The total number of outcomes for the matches is given by:

3^5 = 243

This reflects the three possible outcomes for each of the five matches.

Case 1: Equal Wins and Losses

If Team A wins and loses an equal number of matches, it must have either 2 wins and 2 losses with 1 draw (2W, 2L, 1D). The number of favorable outcomes can be calculated using combinations:

The number of ways to arrange 2 wins, 2 losses, and 1 draw is:

5! / (2! * 2! * 1!) = 30

Thus, the probability of this scenario is:

P(equal wins and losses) = 30 / 243 = 10 / 81

Case 2: Wins Equal to Losses with Specific Counts

Now, if we explore the cases where Team A wins less than or greater than it loses, we should consider the combinations that lead to either scenario. For example:

  • Wins > Losses: 3W, 2L, 0D (10 outcomes)
  • Losses > Wins: 2W, 3L, 0D (10 outcomes)
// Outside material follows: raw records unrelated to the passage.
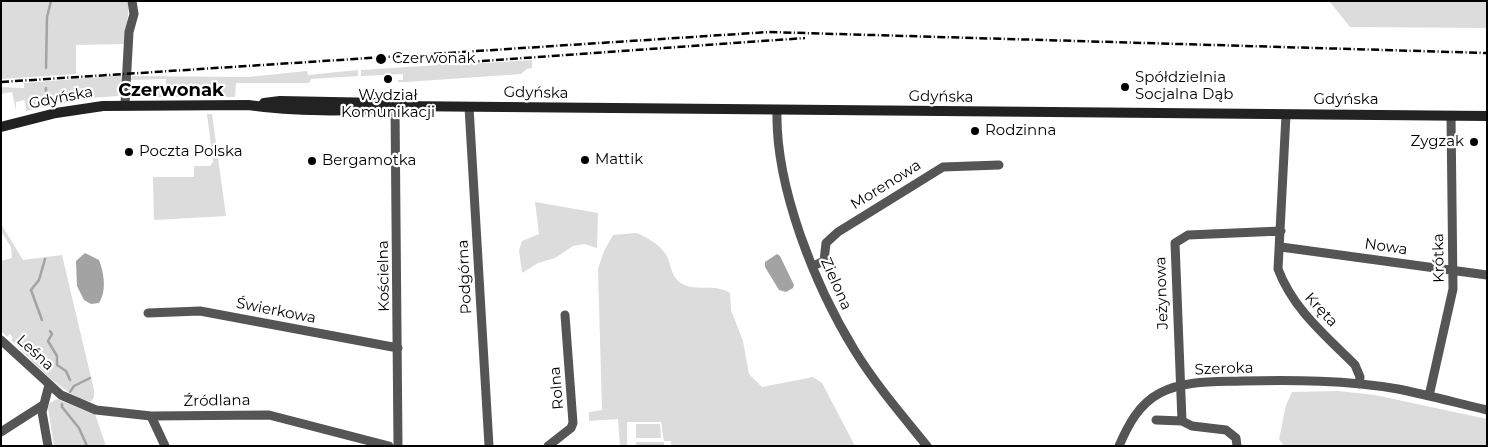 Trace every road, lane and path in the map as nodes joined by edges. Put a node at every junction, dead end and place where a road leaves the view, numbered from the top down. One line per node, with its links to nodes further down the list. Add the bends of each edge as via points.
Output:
1 (132, 1): 2 (street, via 134,14 129,32)
2 (125, 104): 3 (main road, Gdyńska, via 362,110); 9 (main road, Gdyńska, via 66,111)
3 (395, 106): 4 (main road, Gdyńska); 19 (street, Kościelna)
4 (469, 107): 5 (main road, Gdyńska); 34 (street, Podgórna)
5 (776, 110): 6 (main road, Gdyńska); 13 (street, Zielona, via 787,187)
6 (1286, 115): 7 (main road, Gdyńska); 11 (street, Kręta)
7 (1450, 116): 8 (main road, Gdyńska); 14 (street, Krótka)
8 (1487, 116)
9 (1, 127)
10 (999, 166): 13 (street, Morenowa, via 952,166 931,172 838,232 826,243 824,261)
11 (1281, 231): 12 (street, Kręta); 22 (street, Jeżynowa, via 1188,235 1175,243)
12 (1281, 247): 14 (street, Nowa); 20 (street, Kręta, via 1278,269 1286,289 1312,322 1355,365)
13 (813, 266): 36 (street, Zielona, via 855,352)
14 (1453, 270): 15 (street, Nowa); 23 (street, Krótka, via 1453,289)
15 (1487, 275)
16 (148, 313): 19 (street, Świerkowa, via 200,310)
17 (565, 315): 35 (street, Rolna, via 573,423)
18 (1, 340): 21 (street, Leśna)
19 (398, 348): 33 (street, Kościelna)
20 (1359, 384): 22 (street, Szeroka, via 1274,381); 23 (street)
21 (49, 385): 24 (street, Leśna); 26 (street, Źródlana, via 75,402 96,410)
22 (1179, 386): 28 (street, Jeżynowa); 37 (street, Szeroka, via 1158,394 1145,404 1133,418)
23 (1429, 396): 25 (street)
24 (43, 405): 29 (street); 30 (street, Leśna)
25 (1487, 410)
26 (151, 416): 31 (street); 32 (street, Źródlana, via 269,415)
27 (1156, 420): 28 (street)
28 (1182, 421): 38 (street, via 1192,426 1226,430 1236,438)
29 (1, 432)
30 (48, 446)
31 (165, 446)
32 (389, 446)
33 (398, 446)
34 (489, 446)
35 (548, 446)
36 (927, 446)
37 (1119, 446)
38 (1237, 446) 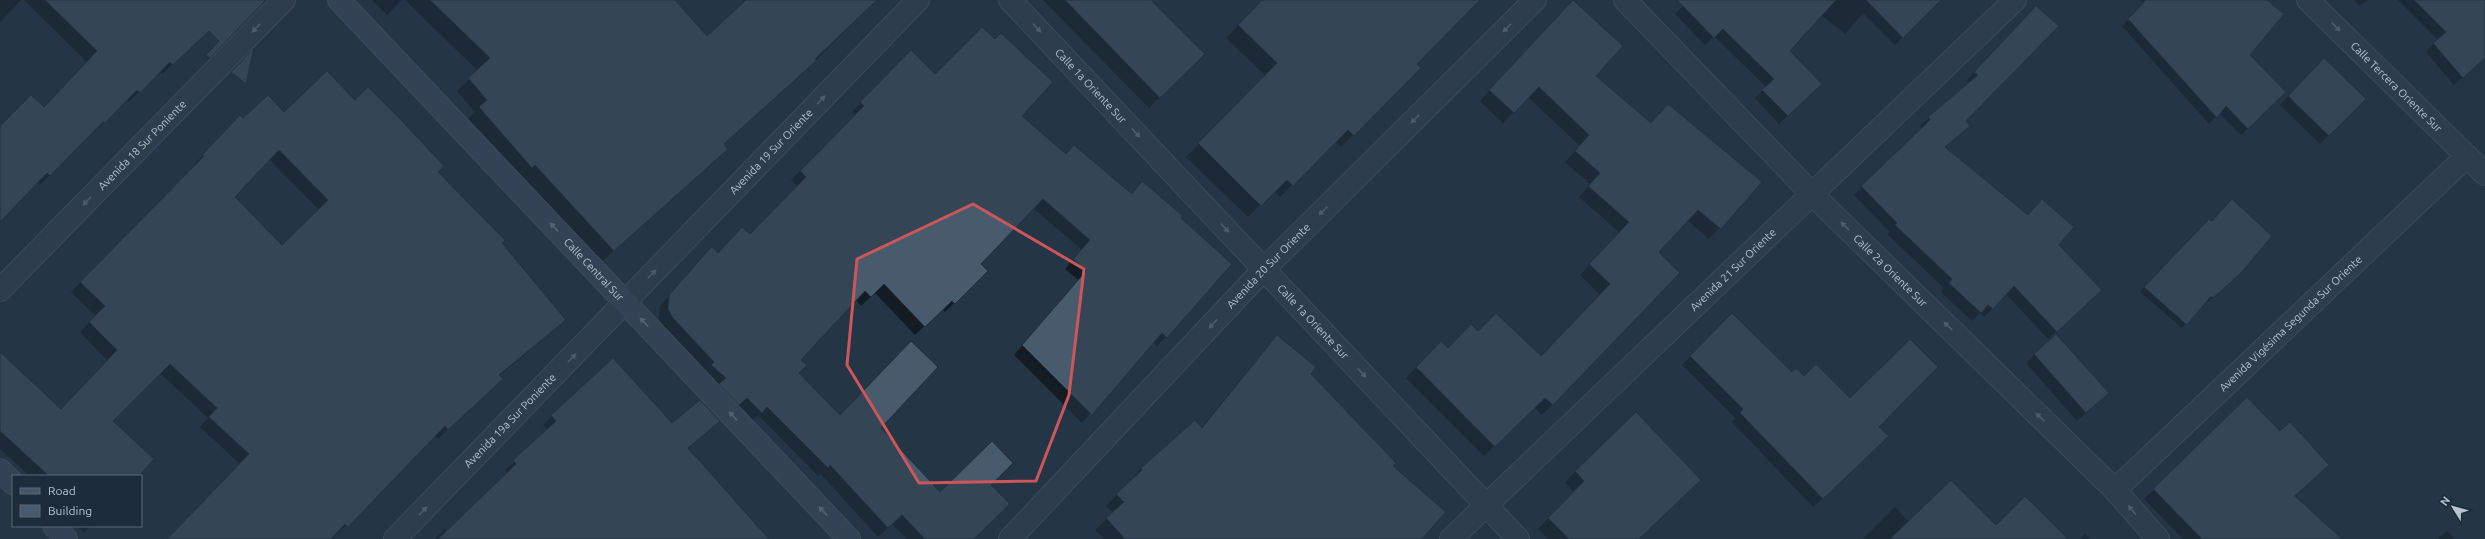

The probabilities can be calculated similarly by finding the arrangements for these outcomes and their respective counts.

Finalizing the Probabilities

After calculating the distinct combinations for each case, we can summarize the results:

  • Probability that A wins and loses equal number of matches: 30 / 243 = 10 / 81
  • Probability that A wins more matches than it loses: (10 outcomes) / 243 = 10 / 243
  • Probability that A loses more matches than it wins: (10 outcomes) / 243 = 10 / 243

Conclusions on Given Statements

Reviewing the statements provided:

  • The probability that A wins and loses equal number of matches is not 34/81 or 17/81.
  • The probability that A wins more matches than it loses is indeed not 17/81.
  • The probability that A loses more matches than it wins is not 16/81.

Thus, we can infer that the probabilities provided in the question do not align with our calculations. Instead, the correct probabilities should be derived based on the outlined approach. The methodical approach to probabalistic outcomes helps clarify the situation, revealing the logical structure behind the results.